## EXERCISE GOAL
Every entry below should be reproduced exactly; no picture is to be included.

^^^^^^^^^^^^^^^^

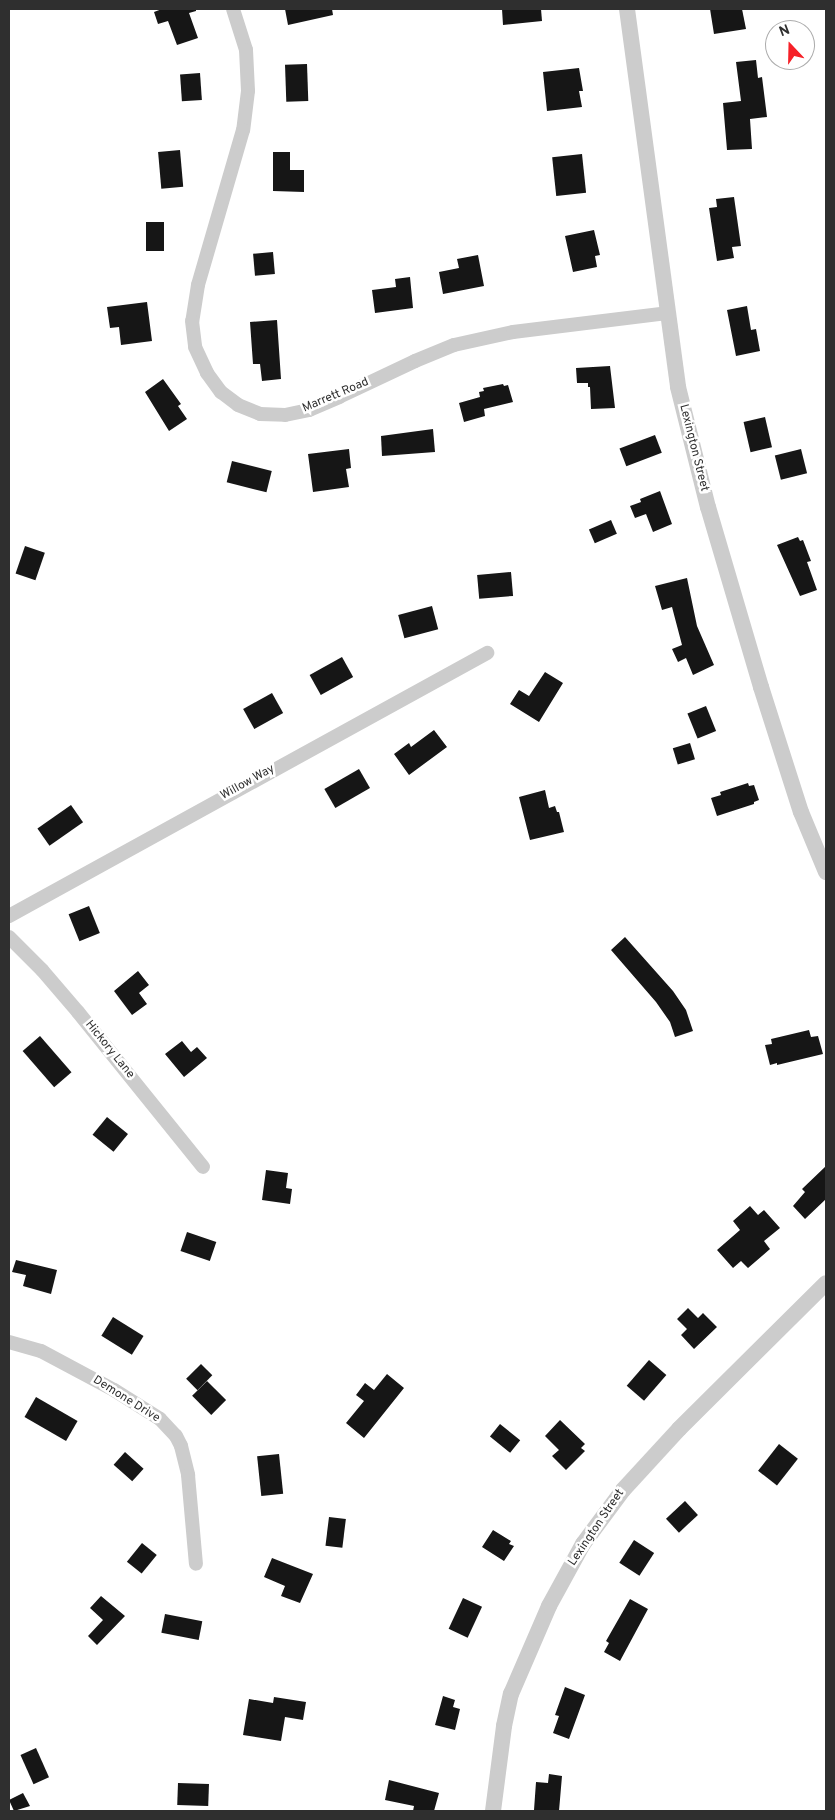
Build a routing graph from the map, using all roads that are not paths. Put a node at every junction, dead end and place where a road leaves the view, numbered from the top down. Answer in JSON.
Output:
{"nodes":[{"id":1,"x":233,"y":9,"type":"edge"},
{"id":2,"x":627,"y":9,"type":"edge"},
{"id":3,"x":667,"y":313,"type":"junction"},
{"id":4,"x":487,"y":653,"type":"dead end"},
{"id":5,"x":826,"y":872,"type":"edge"},
{"id":6,"x":9,"y":916,"type":"edge"},
{"id":7,"x":9,"y":937,"type":"edge"},
{"id":8,"x":203,"y":1166,"type":"dead end"},
{"id":9,"x":826,"y":1283,"type":"edge"},
{"id":10,"x":9,"y":1342,"type":"edge"},
{"id":11,"x":196,"y":1564,"type":"dead end"},
{"id":12,"x":493,"y":1811,"type":"edge"}],
"edges":[{"from":1,"to":3,"type":"street","name":"Marrett Road"},
{"from":2,"to":3,"type":"street","name":"Lexington Street"},
{"from":3,"to":5,"type":"street","name":"Lexington Street"},
{"from":4,"to":6,"type":"street","name":"Willow Way"},
{"from":7,"to":8,"type":"street","name":"Hickory Lane"},
{"from":9,"to":12,"type":"street","name":"Lexington Street"},
{"from":10,"to":11,"type":"street","name":"Demone Drive"}]}
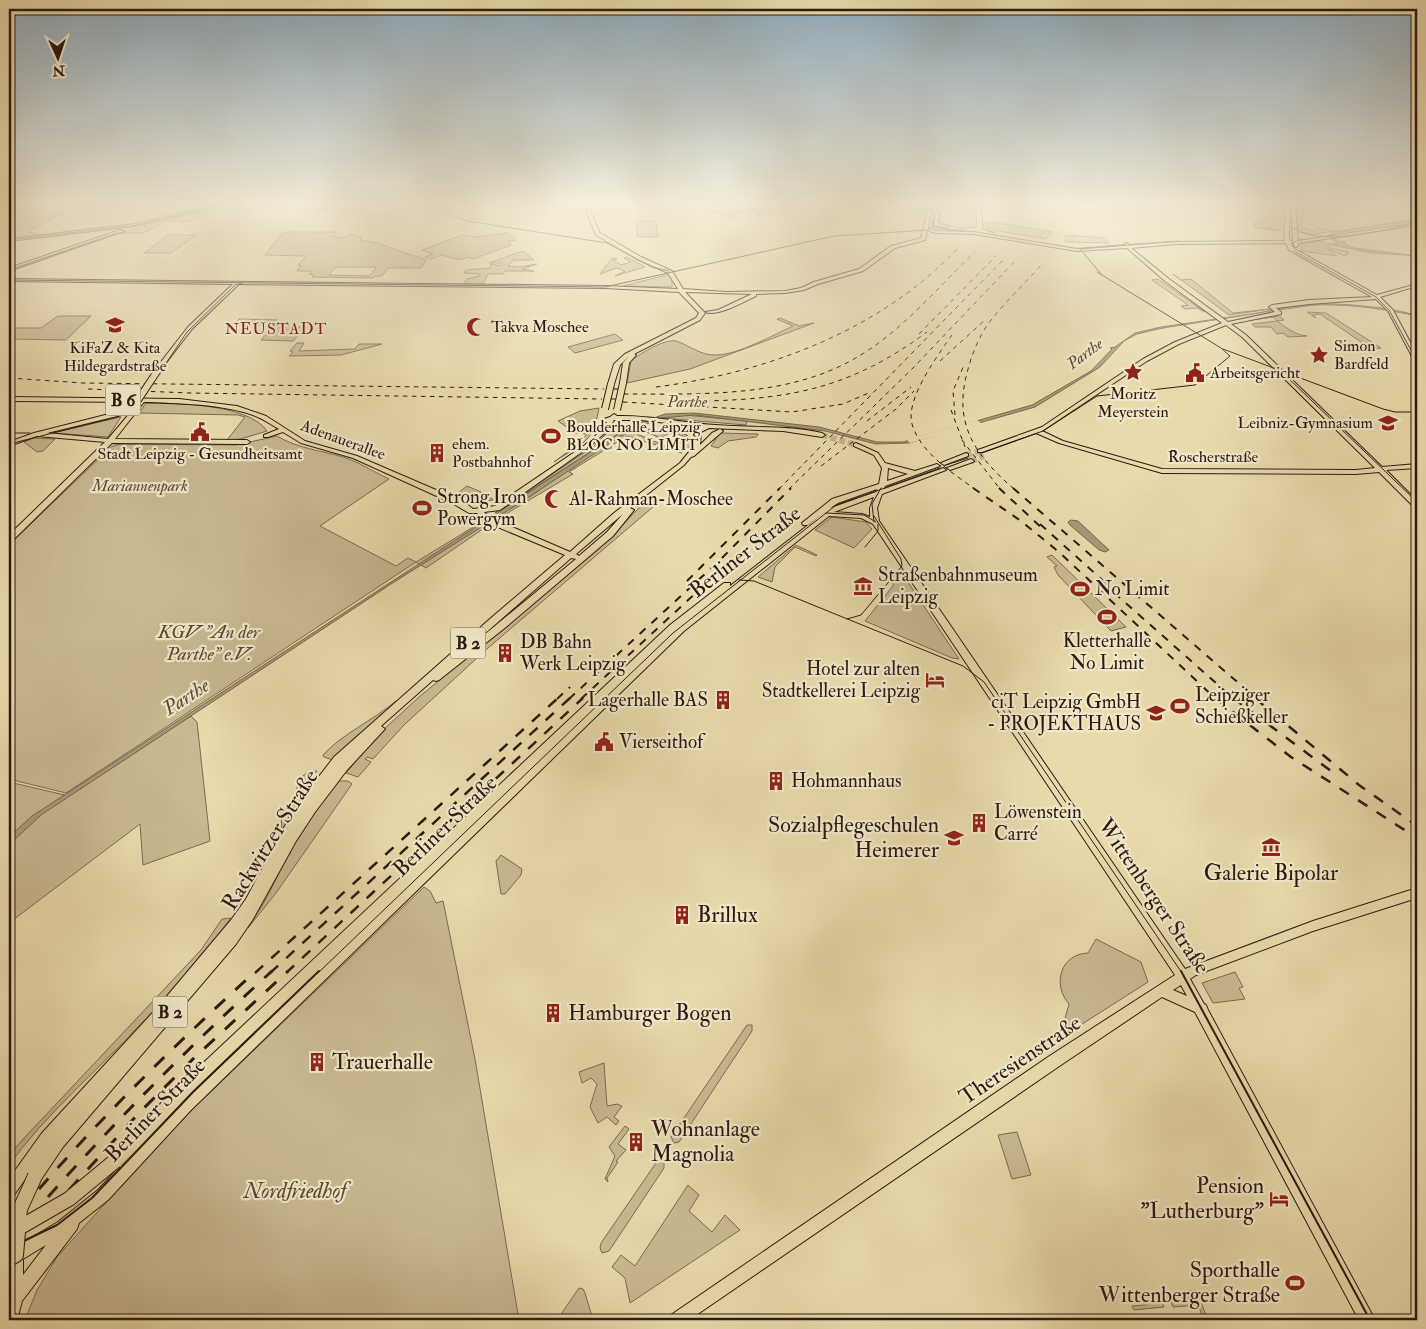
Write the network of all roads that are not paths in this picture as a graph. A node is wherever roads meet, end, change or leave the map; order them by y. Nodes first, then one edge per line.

^^^^^^^^^^^^^^^^

## SOLUTION FOR THIS TASK
Build a routing graph from the map, using all roads that are not paths. Put a node at every junction, dead end and place where a road leaves the view, numbered from the top down. Answer in JSON.
Output:
{"nodes":[{"id":1,"x":233,"y":9,"type":"edge"},
{"id":2,"x":627,"y":9,"type":"edge"},
{"id":3,"x":667,"y":313,"type":"junction"},
{"id":4,"x":487,"y":653,"type":"dead end"},
{"id":5,"x":826,"y":872,"type":"edge"},
{"id":6,"x":9,"y":916,"type":"edge"},
{"id":7,"x":9,"y":937,"type":"edge"},
{"id":8,"x":203,"y":1166,"type":"dead end"},
{"id":9,"x":826,"y":1283,"type":"edge"},
{"id":10,"x":9,"y":1342,"type":"edge"},
{"id":11,"x":196,"y":1564,"type":"dead end"},
{"id":12,"x":493,"y":1811,"type":"edge"}],
"edges":[{"from":1,"to":3,"type":"street","name":"Marrett Road"},
{"from":2,"to":3,"type":"street","name":"Lexington Street"},
{"from":3,"to":5,"type":"street","name":"Lexington Street"},
{"from":4,"to":6,"type":"street","name":"Willow Way"},
{"from":7,"to":8,"type":"street","name":"Hickory Lane"},
{"from":9,"to":12,"type":"street","name":"Lexington Street"},
{"from":10,"to":11,"type":"street","name":"Demone Drive"}]}
Write the network of all roads that are not paths in this picture as a graph. A node is wherever roads meet, end, change or leave the map; order them by y. Nodes first, then one edge per line.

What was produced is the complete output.